02:01Je vous avouerai que cette semaine, voyant ce procès commencer,
02:06j'ai retrouvé cette certitude de la présence du diable, au sens métaphorique, évidemment, en ce monde.
02:11– Et vous avez le frère de la petite Lola qui a demandé à la barre, à la meurtrière,
02:16de dire la vérité, pour la famille et aussi pour la France.
02:20Et c'est votre seconde question, est-ce que ce procès n'est pas aussi un événement en soi politique ?
02:26– Ben voilà, ça c'est l'autre dimension.
02:27Je pense que la dimension métaphysique devait être nommée.
02:30Ensuite, la dimension politique, il faut voir à quel point on est devant un meurtre atroce,
02:36véritablement un sacrifice humain,
02:37et tout le système médiatique a tout fait pour nous interdire de voir ce qu'on avait devant nous.
02:44Donc, immédiatement, la machine à broyer le réel, pardonnez-moi, je m'en porte,
02:48s'est mise en place.
02:50Fait divers, fait divers, fait divers.
02:52Dès lors qu'on rappelait ces quatre lettres fondamentales, O, Q, T, F,
02:56celle qui a tué n'aurait pas dû être sur les territoires français,
02:59si le droit avait été respecté, Lola serait vivante aujourd'hui.
03:04J'ai souvenir par ailleurs d'un ministre de la justice, je crois,
03:07qui disait, mais qui est assez fou pour penser que les OQTF sont toutes faites pour être respectées ?
03:11Ah bon ?
03:11Mais moi, ce que je sais, c'est que cette OQTF-là, si elle avait été respectée,
03:14la jeune Lola serait encore vivante aujourd'hui.
03:17Mais tout l'appareil médiatique était là pour nous dire,
03:19vous n'avez pas le droit de chercher à comprendre.
03:22Vous avez le droit de pleurer, certes, mais pas davantage.

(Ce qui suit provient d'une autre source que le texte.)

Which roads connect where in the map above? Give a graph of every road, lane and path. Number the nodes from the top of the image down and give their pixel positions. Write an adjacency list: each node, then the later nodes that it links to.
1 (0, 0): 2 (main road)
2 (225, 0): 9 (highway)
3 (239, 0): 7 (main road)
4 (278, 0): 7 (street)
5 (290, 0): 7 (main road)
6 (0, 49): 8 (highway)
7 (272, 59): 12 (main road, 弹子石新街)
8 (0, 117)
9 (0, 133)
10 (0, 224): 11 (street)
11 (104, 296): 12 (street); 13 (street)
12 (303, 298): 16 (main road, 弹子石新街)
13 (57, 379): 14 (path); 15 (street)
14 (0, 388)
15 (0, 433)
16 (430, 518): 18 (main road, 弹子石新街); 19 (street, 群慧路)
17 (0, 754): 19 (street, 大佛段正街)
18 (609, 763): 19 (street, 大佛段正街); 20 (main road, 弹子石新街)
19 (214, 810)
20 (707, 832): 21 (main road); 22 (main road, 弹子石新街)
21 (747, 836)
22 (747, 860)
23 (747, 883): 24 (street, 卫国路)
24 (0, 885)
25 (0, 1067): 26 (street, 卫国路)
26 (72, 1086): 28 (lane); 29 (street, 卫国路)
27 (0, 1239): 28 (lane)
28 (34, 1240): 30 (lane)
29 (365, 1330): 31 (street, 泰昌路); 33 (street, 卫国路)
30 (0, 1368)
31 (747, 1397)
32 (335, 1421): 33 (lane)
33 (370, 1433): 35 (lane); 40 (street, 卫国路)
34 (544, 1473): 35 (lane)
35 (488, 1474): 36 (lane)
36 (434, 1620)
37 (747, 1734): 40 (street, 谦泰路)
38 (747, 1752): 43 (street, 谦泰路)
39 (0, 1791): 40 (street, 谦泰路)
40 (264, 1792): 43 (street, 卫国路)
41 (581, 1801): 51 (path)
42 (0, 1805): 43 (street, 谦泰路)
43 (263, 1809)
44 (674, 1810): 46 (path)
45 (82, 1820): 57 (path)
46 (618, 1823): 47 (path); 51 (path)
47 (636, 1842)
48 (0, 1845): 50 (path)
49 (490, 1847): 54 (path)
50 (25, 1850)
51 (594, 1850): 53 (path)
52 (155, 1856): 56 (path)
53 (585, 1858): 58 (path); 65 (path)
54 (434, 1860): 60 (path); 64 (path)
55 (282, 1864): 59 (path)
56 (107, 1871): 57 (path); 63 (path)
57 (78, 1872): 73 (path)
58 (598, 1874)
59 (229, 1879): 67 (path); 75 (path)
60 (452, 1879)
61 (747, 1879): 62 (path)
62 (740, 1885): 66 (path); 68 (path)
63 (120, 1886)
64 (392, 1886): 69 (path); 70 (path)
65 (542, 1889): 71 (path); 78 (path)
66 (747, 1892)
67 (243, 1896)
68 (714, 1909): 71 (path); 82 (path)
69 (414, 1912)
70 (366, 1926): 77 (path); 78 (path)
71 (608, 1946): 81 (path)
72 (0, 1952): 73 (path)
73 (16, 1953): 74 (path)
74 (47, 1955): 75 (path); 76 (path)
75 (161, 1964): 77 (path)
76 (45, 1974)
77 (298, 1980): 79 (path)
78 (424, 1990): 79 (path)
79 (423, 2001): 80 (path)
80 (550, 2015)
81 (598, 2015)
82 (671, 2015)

03:24Donc, OQTF, autre élément, dès lors qu'on mentionnait cette dimension,
03:28on était accusé de récupération.
03:30Et rappelez-moi, à ce moment-là, je me souviens très bien,
03:33je me suis dit, finalement, le pas de récupération, c'est le nouveau pas d'amalgame.
03:36Rappelez-vous, cette époque où chaque fois que quelqu'un se faisait exploser
03:39ou assassinait son nomade d'Arawakbar,
03:40on nous disait pas d'amalgame, pas d'amalgame, pas d'amalgame.
03:43Là, c'était pas de récupération, pas de récupération, pas de récupération.
03:47C'est une méthode, en fait, de détournement du réel.
03:50C'est une méthode soviétique de négation du réel
03:54pour nous interdire de réfléchir à ce que nous voyons devant nous aujourd'hui.
03:58Je pense que cet événement, ce procès, s'il est correctement compris,
04:02sera pensé aussi comme un événement politique
04:04qui en dit beaucoup sur la faillite sécuritaire de la France,
04:08qui en dira beaucoup aussi sur la faillite médiatique,
04:11du récit médiatique en France,
04:12qui en dira beaucoup, je l'ai dit, sur la faillite de nos catégories premières
04:15pour penser le mal dans nos sociétés.
04:17Mais je crains que ce procès, justement, ne soit traité sur le mode secondaire
04:21parce que si on le regardait en face,
04:22il nous dirait trop de choses sur ce qui arrive à ce pays.
04:24Et ce malaise qui se poursuit trois ans plus tard.